Heineken this morning noted Fraser and Neave's (F&N's) announcement that the latter had received an unsolicited and conditional offer from Kindest Place Groups Limited (KPG) for F&N's direct 7.3% stake in Tiger Beer brand owner APB, in a S$55 per share offer worth up to S$1bn ($803,000).
KPG's move has been hailed as a shrewd one by financial analysts covering Heineken, one of whom told BeverageDaily.com, however, that it was difficult to work out the precise Thai motives, or whether they had the cash to buy F&N's whole stake in APB at a later date.

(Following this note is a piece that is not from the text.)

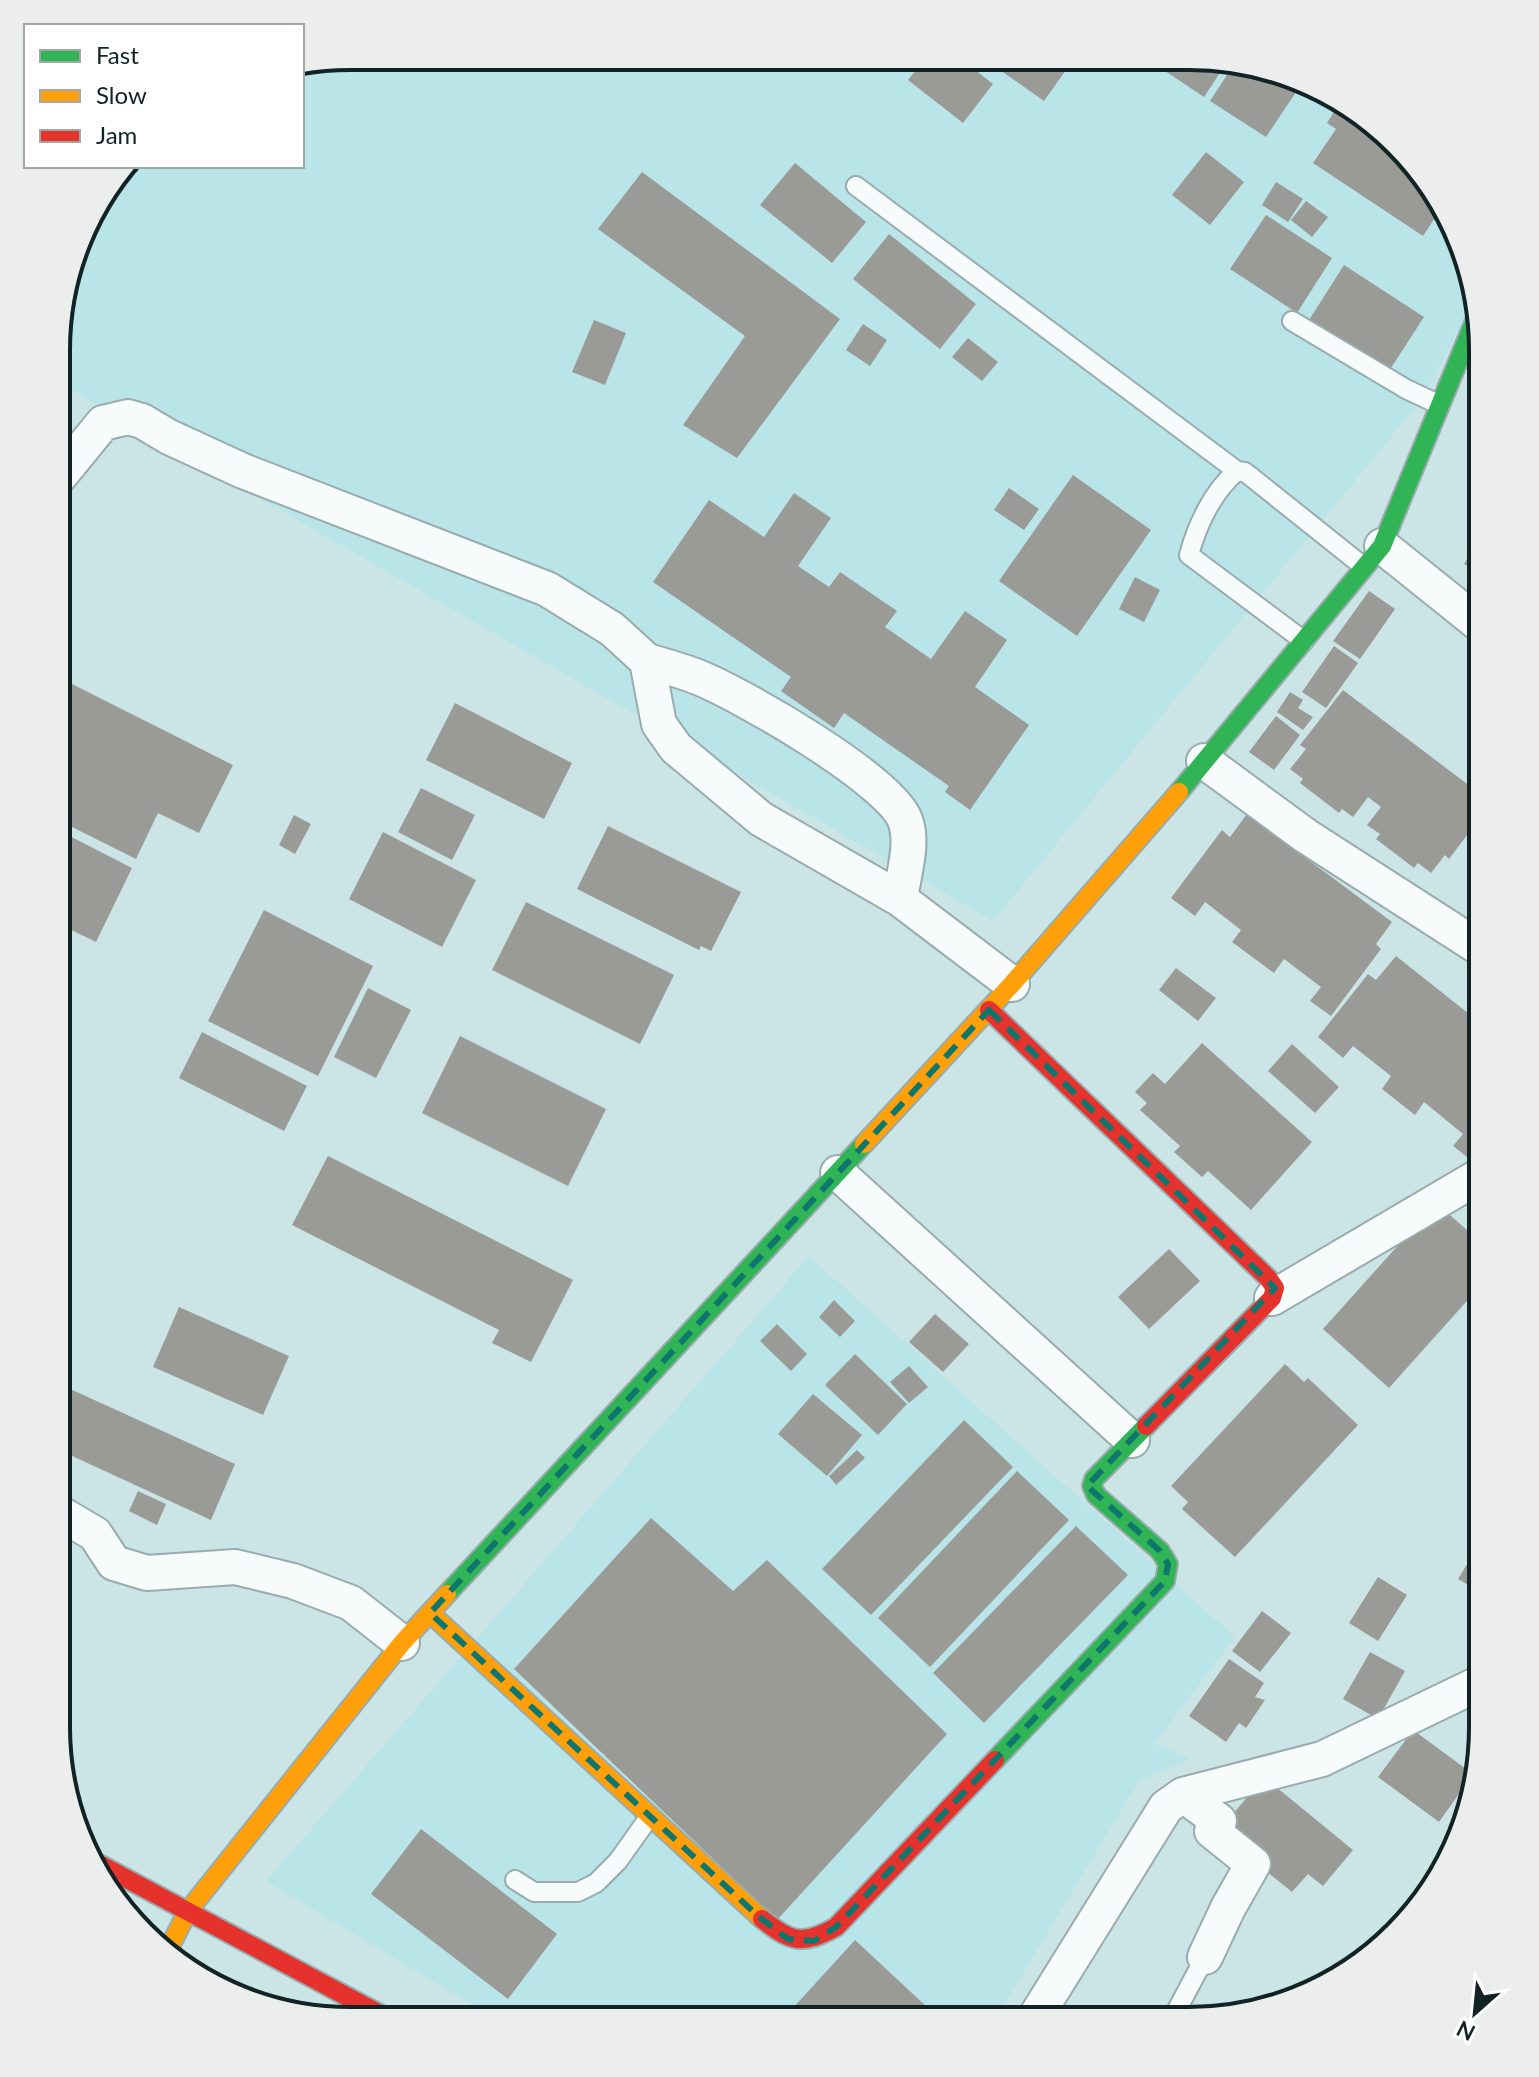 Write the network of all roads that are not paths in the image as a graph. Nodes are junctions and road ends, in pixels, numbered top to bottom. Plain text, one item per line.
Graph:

"I think this will get Heineken to pay more, or they will be some sort of concession bid or sweetener placed on the table. The most plausible scenario now is that Heineken overpays (and they've already around offered x18 EBITDA) or just accept ThaiBev as a partner and move on," the analyst said.
"I know Heineken's response to this has been 'well we're offering more' [in total, see below] but it's S$55 versus S$50, so this will force Heineken's hand again. I'd say F&N will look for something more."
Paying through the nose?
Heineken was caught between a "rock and a hard place", the analyst added: "APB is a good asset, but you're already paying more than AB InBev paid for Grupo Modelo. If you look at prices over the last decade, probably around x12 EBITDA is what you should be paying. Now we're in the high teens."
Owned by the son-in-law of Thailand's second-richest man, Chareon Sirivadhanabhakdi, KPG currently holds an 8.6% stake in APB; Sirivadhanabhaki himself is chairman and principle shareholder of ThaiBev, which owns a 24.1% stake in F&N.
KPG's move follows an announcement from F&N's board last Friday that it had agreed to recommend Heineken's July 20 offer for F&N's entire (direct and indirect) 39.7% effective stake in APB, and its 50% share on non-APB assets in Asia Pacific Investment for S$5.3bn.
Heineken insisted today that KPG's offer - which will lapse on August 16 -did not compare to its own, since it was only worth S$1bn to F&N, and said: "Heineken continues to believe that the Heineken offer represents compelling value for F&N's and APB's shareholders.
"Heineken continues its discussions with F&N in relation to the Heineken offer accepted by the board of F&N on 3 August 2012," it added.
The Dutch brewer noted that its offer was worth up to S$7.7bn, given that completion thereof would trigger a mandatory general offer (MGO) on Heineken's part for the balance of APB's shares, adding S$2.4bn to the value of any deal.
'Trouble and drag' of Western Europe
Stressing Heineken's keenness to seal the deal for APB, the analyst noted the Dutch firm's geographic vulnerability, with the firm facing what he described as "trouble and drag" of circa. 40% sales exposure in Western Europe, and a race for attractive emerging market assets.
"This deal would take Asia from being circa. 6% of group [sales] to 14-15%, that should boost the underlying growth rate of the group," he said.
"They [Heineken] need that, because I can't see western Europe getting better anytime soon, and the level of cost savings will slow from what we've seen over the last decade or so."
Heineken faced stiff competition elsewhere, he added: "AB InBev have just moved into Mexico, so it will probably get more competitive there. Nigeria has also been a great market for Heineken.
"Now SAB Miller are moving into what was, effectively, a cosy jaunt for 20 years between Diageo and Heineken."